• _TASK OBJECTIVE_
Copy the data exactly. Leave nothing out.

• _RECORDS FOR THIS EXERCISE_
-- Opening Marker --

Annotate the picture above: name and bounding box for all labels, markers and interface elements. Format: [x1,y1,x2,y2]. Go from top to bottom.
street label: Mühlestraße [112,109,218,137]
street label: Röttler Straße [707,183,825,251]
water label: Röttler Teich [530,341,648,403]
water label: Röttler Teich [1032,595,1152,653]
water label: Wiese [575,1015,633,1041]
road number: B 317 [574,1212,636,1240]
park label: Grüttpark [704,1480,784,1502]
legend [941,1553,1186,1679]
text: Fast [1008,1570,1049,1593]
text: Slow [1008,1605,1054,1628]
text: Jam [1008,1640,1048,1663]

-- Closing Marker --

• _WRITTEN SOLUTION_
Annotate the picture above: name and bounding box for all labels, markers and interface elements. Format: [x1,y1,x2,y2]. Go from top to bottom.
street label: Mühlestraße [112,109,218,137]
street label: Röttler Straße [707,183,825,251]
water label: Röttler Teich [530,341,648,403]
water label: Röttler Teich [1032,595,1152,653]
water label: Wiese [575,1015,633,1041]
road number: B 317 [574,1212,636,1240]
park label: Grüttpark [704,1480,784,1502]
legend [941,1553,1186,1679]
text: Fast [1008,1570,1049,1593]
text: Slow [1008,1605,1054,1628]
text: Jam [1008,1640,1048,1663]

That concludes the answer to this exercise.